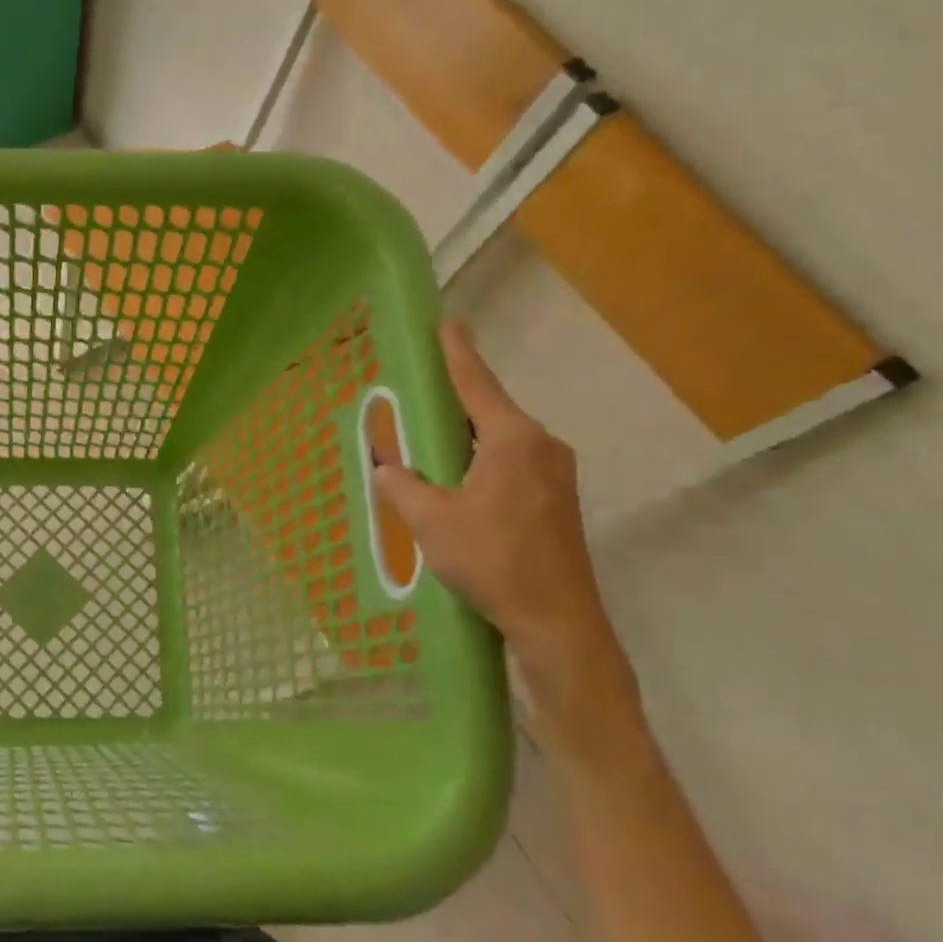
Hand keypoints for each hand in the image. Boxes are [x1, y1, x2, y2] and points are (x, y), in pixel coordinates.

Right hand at [373, 322, 635, 750]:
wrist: (556, 620)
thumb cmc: (492, 561)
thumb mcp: (431, 521)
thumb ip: (402, 486)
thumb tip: (386, 467)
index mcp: (512, 441)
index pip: (476, 385)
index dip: (457, 353)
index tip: (448, 322)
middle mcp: (540, 447)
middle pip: (488, 412)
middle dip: (451, 403)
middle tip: (416, 397)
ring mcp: (554, 474)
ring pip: (498, 442)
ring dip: (462, 440)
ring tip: (425, 446)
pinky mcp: (555, 500)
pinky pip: (508, 464)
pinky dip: (477, 463)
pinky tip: (453, 483)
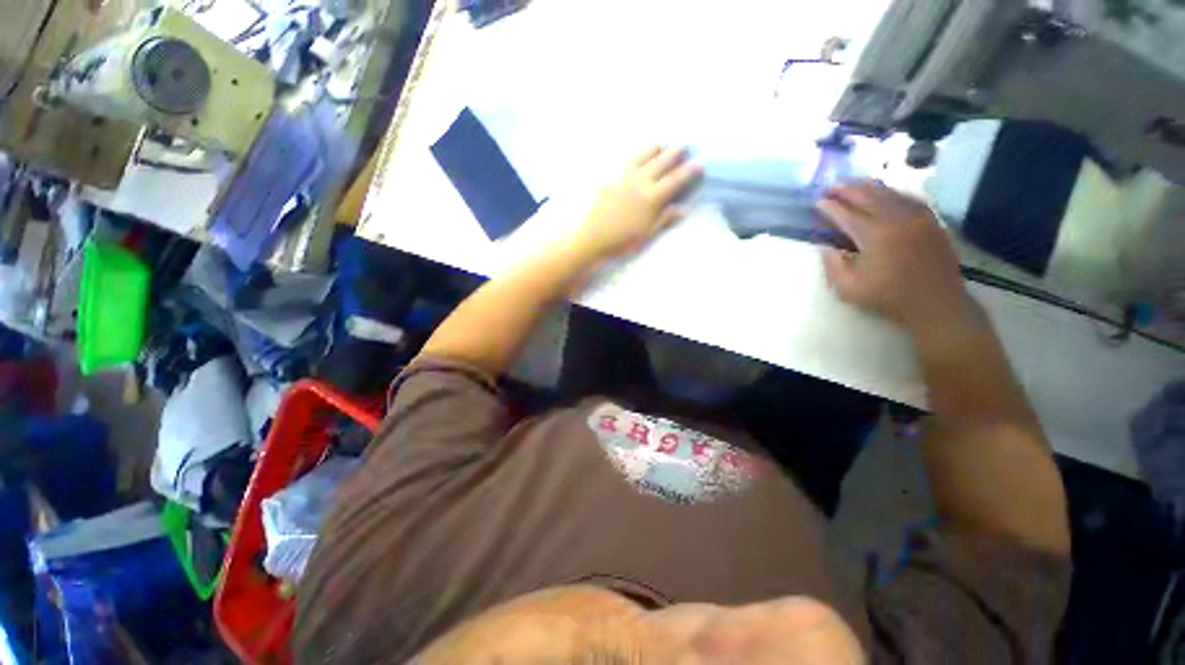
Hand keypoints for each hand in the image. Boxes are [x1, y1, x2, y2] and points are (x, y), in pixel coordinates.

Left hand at [571, 145, 702, 259]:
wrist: (594, 237)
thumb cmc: (623, 241)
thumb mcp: (647, 234)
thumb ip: (665, 219)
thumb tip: (683, 209)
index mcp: (652, 198)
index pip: (675, 180)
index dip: (689, 171)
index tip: (699, 163)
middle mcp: (641, 182)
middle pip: (661, 162)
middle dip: (675, 152)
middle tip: (684, 144)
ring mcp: (625, 178)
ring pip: (643, 156)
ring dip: (655, 149)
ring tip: (661, 143)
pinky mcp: (612, 179)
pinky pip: (627, 161)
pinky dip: (637, 156)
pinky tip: (638, 156)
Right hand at [816, 182, 980, 334]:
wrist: (936, 303)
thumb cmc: (888, 297)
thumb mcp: (849, 288)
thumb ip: (833, 264)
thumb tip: (825, 245)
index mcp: (875, 235)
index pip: (846, 214)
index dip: (830, 207)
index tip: (817, 201)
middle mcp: (897, 219)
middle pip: (868, 196)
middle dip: (847, 189)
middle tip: (831, 186)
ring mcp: (918, 217)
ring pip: (889, 193)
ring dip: (868, 187)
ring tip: (853, 184)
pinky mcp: (931, 221)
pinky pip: (909, 198)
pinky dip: (892, 192)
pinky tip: (884, 192)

----

• [THE PROBLEM]: Filter the listing above so that only lines holding the word "middle" remain, and report those lines.

• [EXERCISE RESPONSE]:
middle mcp: (540, 447)
middle pip: (488, 412)
middle dip: (451, 403)
middle tip: (416, 397)
middle mcp: (641, 182)
middle pip: (661, 162)
middle dip: (675, 152)
middle tip: (684, 144)
middle mcp: (897, 219)
middle pip: (868, 196)
middle dip: (847, 189)
middle tip: (831, 186)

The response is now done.